Records for this exercise: Begin

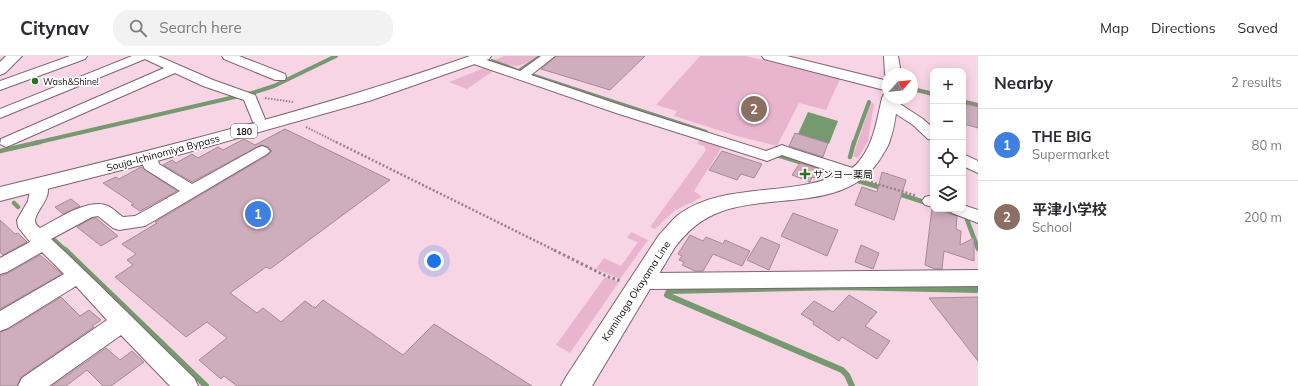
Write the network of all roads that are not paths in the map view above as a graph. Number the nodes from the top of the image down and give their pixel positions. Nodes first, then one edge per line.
1 (15, 56) edge
2 (81, 56) edge
3 (143, 56) edge
4 (148, 56) edge
5 (228, 56) edge
6 (451, 56) edge
7 (550, 56) edge
8 (769, 56) edge
9 (891, 56) edge
10 (479, 58) edge
11 (175, 68) junction
12 (892, 68) edge
13 (0, 70) edge
14 (524, 74) junction
15 (280, 77) dead end
16 (0, 86) edge
17 (882, 99) edge
18 (887, 104) edge
19 (891, 104) edge
20 (0, 114) edge
21 (258, 120) junction
22 (930, 135) edge
23 (6, 142) dead end
24 (262, 151) dead end
25 (150, 157) junction
26 (966, 160) edge
27 (978, 168) edge
28 (850, 178) junction
29 (39, 184) junction
30 (0, 185) edge
31 (192, 191) junction
32 (0, 194) edge
33 (966, 212) edge
34 (978, 217) edge
35 (40, 240) junction
36 (0, 267) edge
37 (78, 275) junction
38 (978, 278) edge
39 (634, 280) junction
40 (0, 322) edge
41 (122, 322) junction
42 (30, 386) edge
43 (186, 386) edge
44 (576, 386) edge

1 - 13 main road
2 - 16 street
3 - 20 street
4 - 11 street
5 - 15 street
6 - 21 main road, Souja-Ichinomiya Bypass / 180
7 - 14 street
8 - 17 main road
9 - 12 main road
10 - 14 street
10 - 25 main road, Souja-Ichinomiya Bypass / 180
11 - 21 street
11 - 23 street
14 - 28 street
18 - 28 main road, Kamihaga Okayama Line
19 - 22 street
21 - 30 main road, Souja-Ichinomiya Bypass / 180
24 - 31 street
25 - 29 main road, Souja-Ichinomiya Bypass / 180
25 - 31 street
26 - 27 street
28 - 39 main road, Kamihaga Okayama Line
29 - 32 main road, Souja-Ichinomiya Bypass / 180
29 - 35 street
31 - 35 street
33 - 34 street
35 - 36 street
35 - 37 street
37 - 40 street
37 - 41 street
38 - 39 street
39 - 44 main road, Kamihaga Okayama Line
41 - 42 street
41 - 43 street

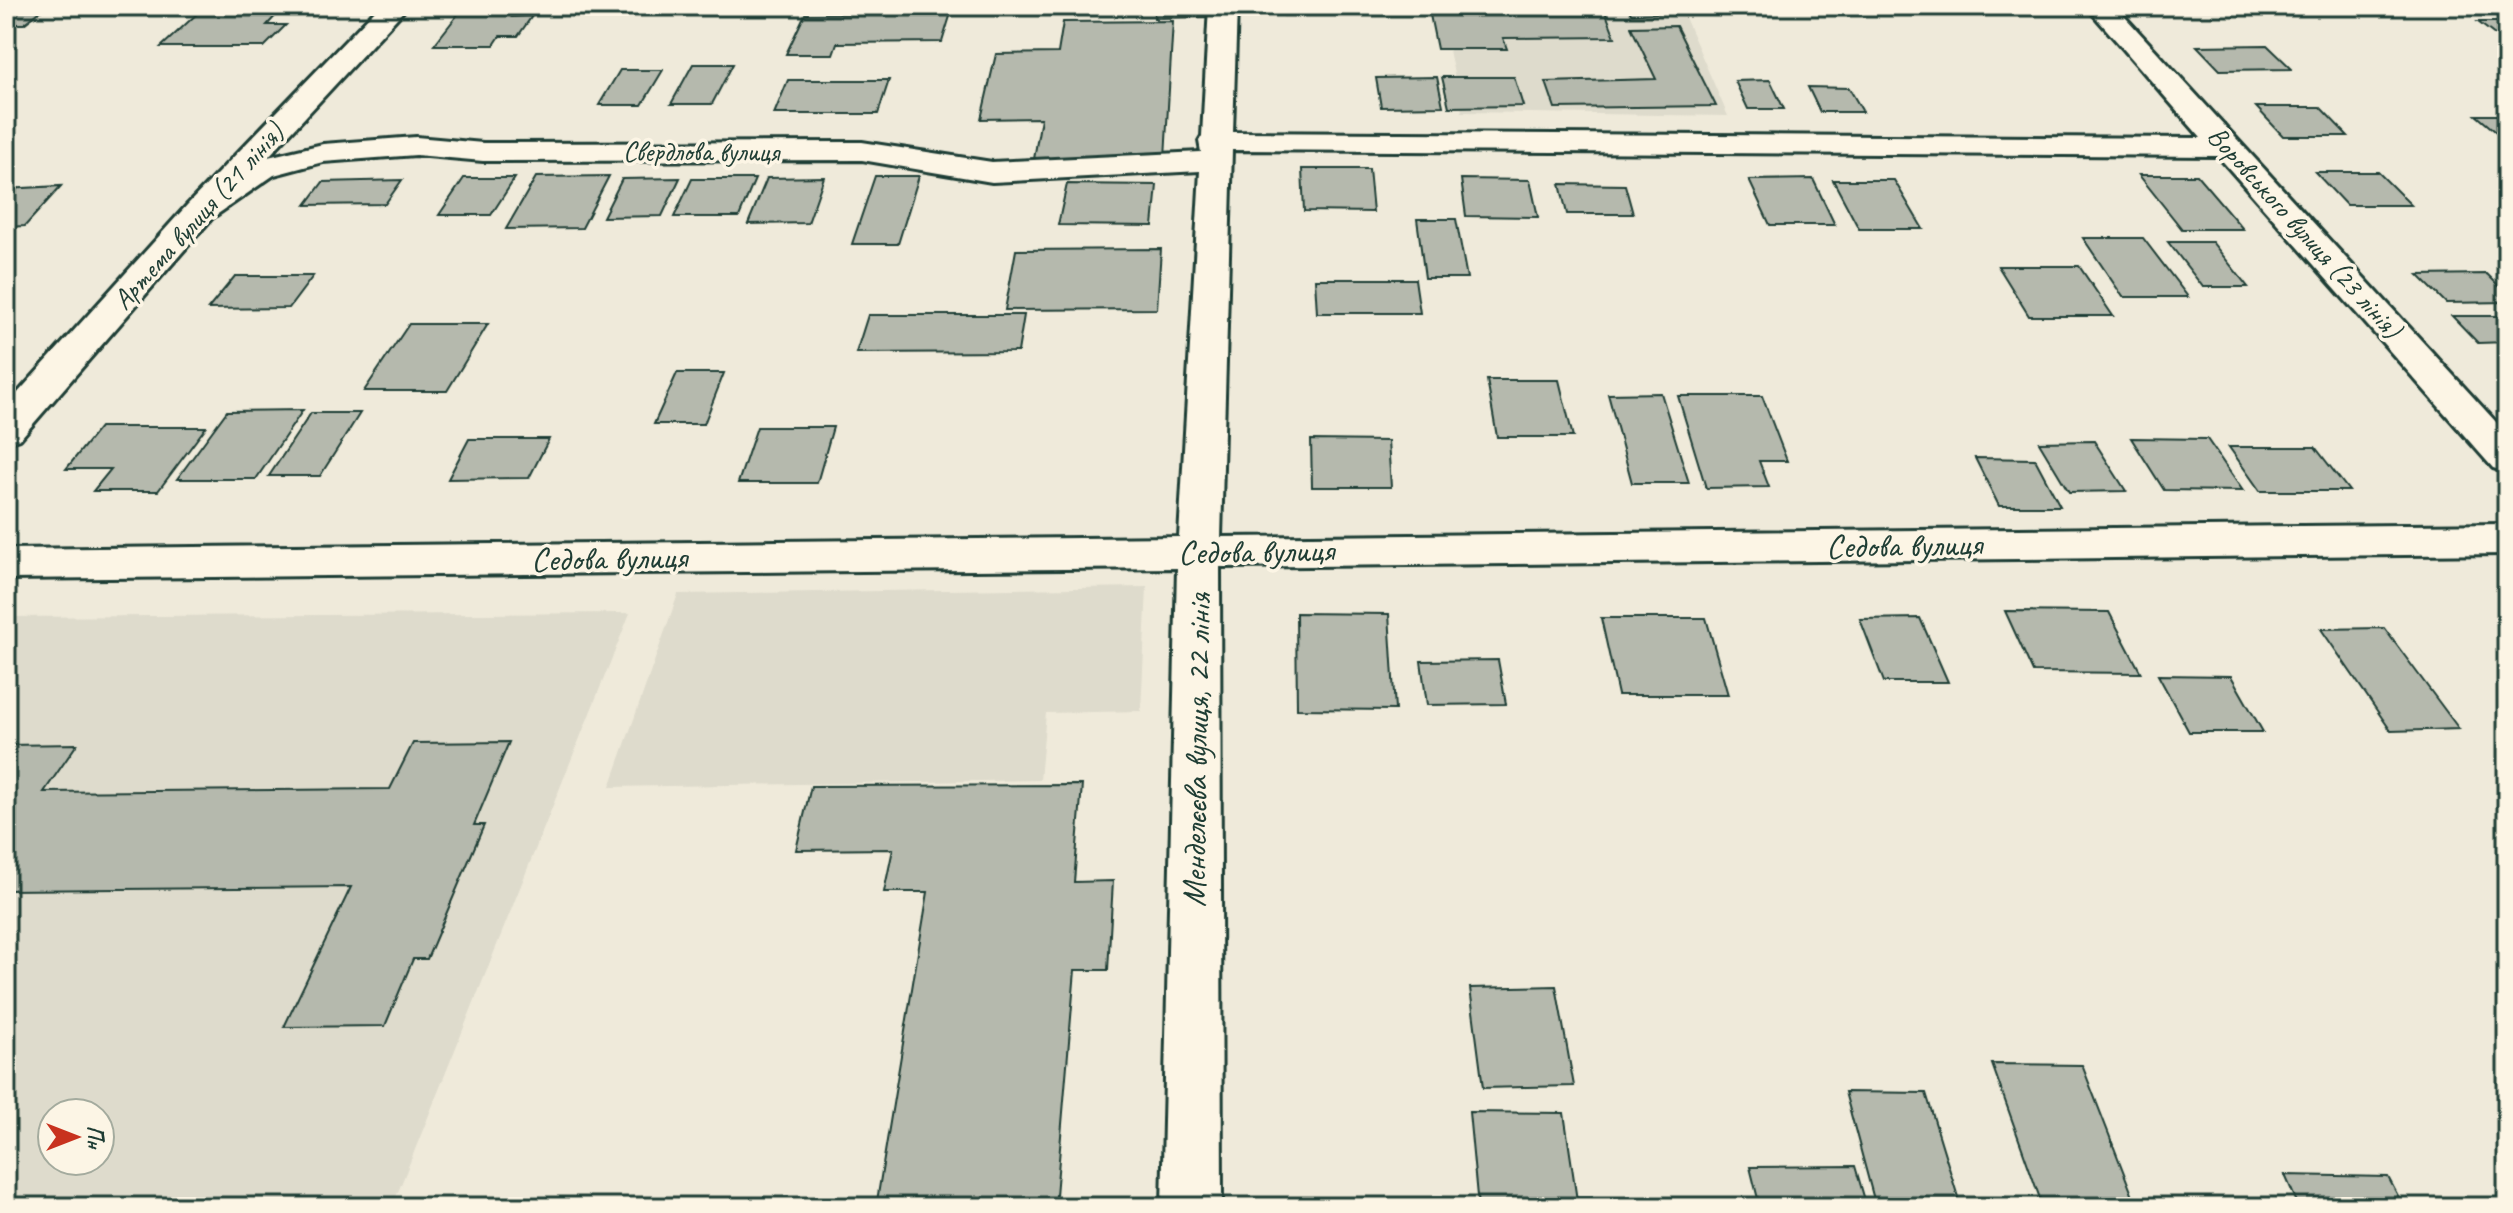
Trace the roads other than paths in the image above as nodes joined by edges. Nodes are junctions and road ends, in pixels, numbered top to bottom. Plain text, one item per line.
1 (394, 6) edge
2 (1223, 6) edge
3 (2100, 6) edge
4 (2230, 147) junction
5 (1214, 151) junction
6 (200, 211) junction
7 (6, 430) edge
8 (2507, 459) edge
9 (2507, 539) edge
10 (1199, 552) junction
11 (6, 564) edge
12 (1192, 1207) edge

1 - 6 street, Артема вулиця (21 лiнiя)
2 - 5 street, Менделєєва вулиця, 22 лінія
3 - 4 street, Воровського вулиця (23 лiнiя)
4 - 5 street, Свердлова вулиця
4 - 8 street, Воровського вулиця (23 лiнiя)
5 - 6 street, Свердлова вулиця
5 - 10 street, Менделєєва вулиця, 22 лінія
6 - 7 street, Артема вулиця (21 лiнiя)
9 - 10 street, Седова вулиця
10 - 11 street, Седова вулиця
10 - 12 street, Менделєєва вулиця, 22 лінія

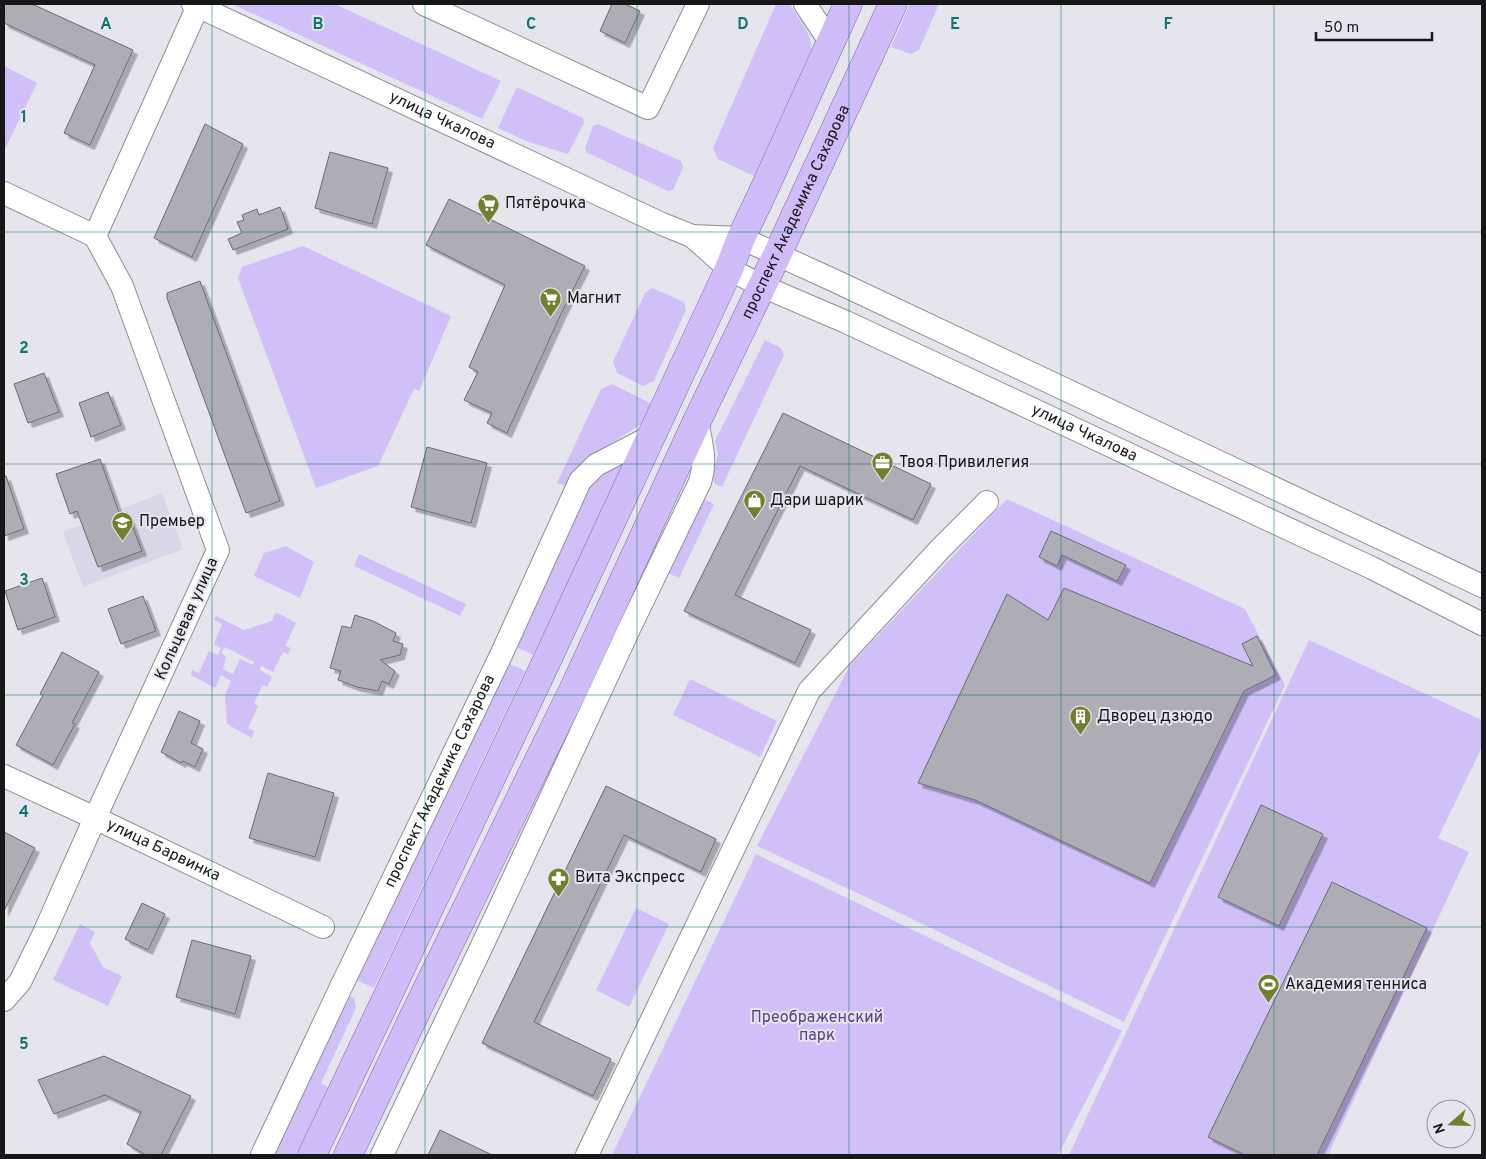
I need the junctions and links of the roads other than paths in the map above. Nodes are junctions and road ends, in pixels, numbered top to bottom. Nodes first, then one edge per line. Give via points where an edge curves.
1 (424, 4) edge
2 (698, 4) edge
3 (805, 4) edge
4 (848, 4) edge
5 (893, 4) edge
6 (196, 5) edge
7 (831, 43) junction
8 (4, 193) edge
9 (96, 236) junction
10 (692, 236) junction
11 (741, 238) junction
12 (777, 255) junction
13 (729, 269) junction
14 (762, 286) junction
15 (698, 421) junction
16 (650, 437) junction
17 (987, 502) dead end
18 (1482, 586) edge
19 (1482, 624) edge
20 (4, 776) edge
21 (95, 818) junction
22 (323, 928) dead end
23 (4, 1000) edge
24 (262, 1155) edge
25 (312, 1155) edge
26 (348, 1155) edge
27 (382, 1155) edge
28 (587, 1155) edge

1 - 2 street via 648,108
3 - 7 street
4 - 7 main road
5 - 12 main road, проспект Академика Сахарова
6 - 9 street
6 - 10 street, улица Чкалова
7 - 11 main road
8 - 9 street
9 - 21 street, Кольцевая улица via 122,286 218,550
10 - 11 street, улица Чкалова
10 - 13 street, улица Чкалова
11 - 12 street, улица Чкалова
11 - 13 main road
12 - 14 main road, проспект Академика Сахарова
12 - 18 street, улица Чкалова
13 - 14 street, улица Чкалова
13 - 16 main road
14 - 15 main road, проспект Академика Сахарова
14 - 19 street, улица Чкалова via 846,322 1372,568
15 - 26 main road, проспект Академика Сахарова via 575,686
15 - 27 street via 704,455 700,482
16 - 24 street, проспект Академика Сахарова via 596,465 580,481 502,653
16 - 25 main road
17 - 28 street via 809,692
20 - 21 street, улица Барвинка
21 - 22 street, улица Барвинка
21 - 23 street, Кольцевая улица via 20,982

Records for this exercise: End

Your task
Copy the records word for word, leaving no picture in the copy.

Answer to the exercise
Write the network of all roads that are not paths in the map view above as a graph. Number the nodes from the top of the image down and give their pixel positions. Nodes first, then one edge per line.
1 (15, 56) edge
2 (81, 56) edge
3 (143, 56) edge
4 (148, 56) edge
5 (228, 56) edge
6 (451, 56) edge
7 (550, 56) edge
8 (769, 56) edge
9 (891, 56) edge
10 (479, 58) edge
11 (175, 68) junction
12 (892, 68) edge
13 (0, 70) edge
14 (524, 74) junction
15 (280, 77) dead end
16 (0, 86) edge
17 (882, 99) edge
18 (887, 104) edge
19 (891, 104) edge
20 (0, 114) edge
21 (258, 120) junction
22 (930, 135) edge
23 (6, 142) dead end
24 (262, 151) dead end
25 (150, 157) junction
26 (966, 160) edge
27 (978, 168) edge
28 (850, 178) junction
29 (39, 184) junction
30 (0, 185) edge
31 (192, 191) junction
32 (0, 194) edge
33 (966, 212) edge
34 (978, 217) edge
35 (40, 240) junction
36 (0, 267) edge
37 (78, 275) junction
38 (978, 278) edge
39 (634, 280) junction
40 (0, 322) edge
41 (122, 322) junction
42 (30, 386) edge
43 (186, 386) edge
44 (576, 386) edge

1 - 13 main road
2 - 16 street
3 - 20 street
4 - 11 street
5 - 15 street
6 - 21 main road, Souja-Ichinomiya Bypass / 180
7 - 14 street
8 - 17 main road
9 - 12 main road
10 - 14 street
10 - 25 main road, Souja-Ichinomiya Bypass / 180
11 - 21 street
11 - 23 street
14 - 28 street
18 - 28 main road, Kamihaga Okayama Line
19 - 22 street
21 - 30 main road, Souja-Ichinomiya Bypass / 180
24 - 31 street
25 - 29 main road, Souja-Ichinomiya Bypass / 180
25 - 31 street
26 - 27 street
28 - 39 main road, Kamihaga Okayama Line
29 - 32 main road, Souja-Ichinomiya Bypass / 180
29 - 35 street
31 - 35 street
33 - 34 street
35 - 36 street
35 - 37 street
37 - 40 street
37 - 41 street
38 - 39 street
39 - 44 main road, Kamihaga Okayama Line
41 - 42 street
41 - 43 street

Trace the roads other than paths in the image above as nodes joined by edges. Nodes are junctions and road ends, in pixels, numbered top to bottom. Plain text, one item per line.
1 (394, 6) edge
2 (1223, 6) edge
3 (2100, 6) edge
4 (2230, 147) junction
5 (1214, 151) junction
6 (200, 211) junction
7 (6, 430) edge
8 (2507, 459) edge
9 (2507, 539) edge
10 (1199, 552) junction
11 (6, 564) edge
12 (1192, 1207) edge

1 - 6 street, Артема вулиця (21 лiнiя)
2 - 5 street, Менделєєва вулиця, 22 лінія
3 - 4 street, Воровського вулиця (23 лiнiя)
4 - 5 street, Свердлова вулиця
4 - 8 street, Воровського вулиця (23 лiнiя)
5 - 6 street, Свердлова вулиця
5 - 10 street, Менделєєва вулиця, 22 лінія
6 - 7 street, Артема вулиця (21 лiнiя)
9 - 10 street, Седова вулиця
10 - 11 street, Седова вулиця
10 - 12 street, Менделєєва вулиця, 22 лінія

I need the junctions and links of the roads other than paths in the map above. Nodes are junctions and road ends, in pixels, numbered top to bottom. Nodes first, then one edge per line. Give via points where an edge curves.
1 (424, 4) edge
2 (698, 4) edge
3 (805, 4) edge
4 (848, 4) edge
5 (893, 4) edge
6 (196, 5) edge
7 (831, 43) junction
8 (4, 193) edge
9 (96, 236) junction
10 (692, 236) junction
11 (741, 238) junction
12 (777, 255) junction
13 (729, 269) junction
14 (762, 286) junction
15 (698, 421) junction
16 (650, 437) junction
17 (987, 502) dead end
18 (1482, 586) edge
19 (1482, 624) edge
20 (4, 776) edge
21 (95, 818) junction
22 (323, 928) dead end
23 (4, 1000) edge
24 (262, 1155) edge
25 (312, 1155) edge
26 (348, 1155) edge
27 (382, 1155) edge
28 (587, 1155) edge

1 - 2 street via 648,108
3 - 7 street
4 - 7 main road
5 - 12 main road, проспект Академика Сахарова
6 - 9 street
6 - 10 street, улица Чкалова
7 - 11 main road
8 - 9 street
9 - 21 street, Кольцевая улица via 122,286 218,550
10 - 11 street, улица Чкалова
10 - 13 street, улица Чкалова
11 - 12 street, улица Чкалова
11 - 13 main road
12 - 14 main road, проспект Академика Сахарова
12 - 18 street, улица Чкалова
13 - 14 street, улица Чкалова
13 - 16 main road
14 - 15 main road, проспект Академика Сахарова
14 - 19 street, улица Чкалова via 846,322 1372,568
15 - 26 main road, проспект Академика Сахарова via 575,686
15 - 27 street via 704,455 700,482
16 - 24 street, проспект Академика Сахарова via 596,465 580,481 502,653
16 - 25 main road
17 - 28 street via 809,692
20 - 21 street, улица Барвинка
21 - 22 street, улица Барвинка
21 - 23 street, Кольцевая улица via 20,982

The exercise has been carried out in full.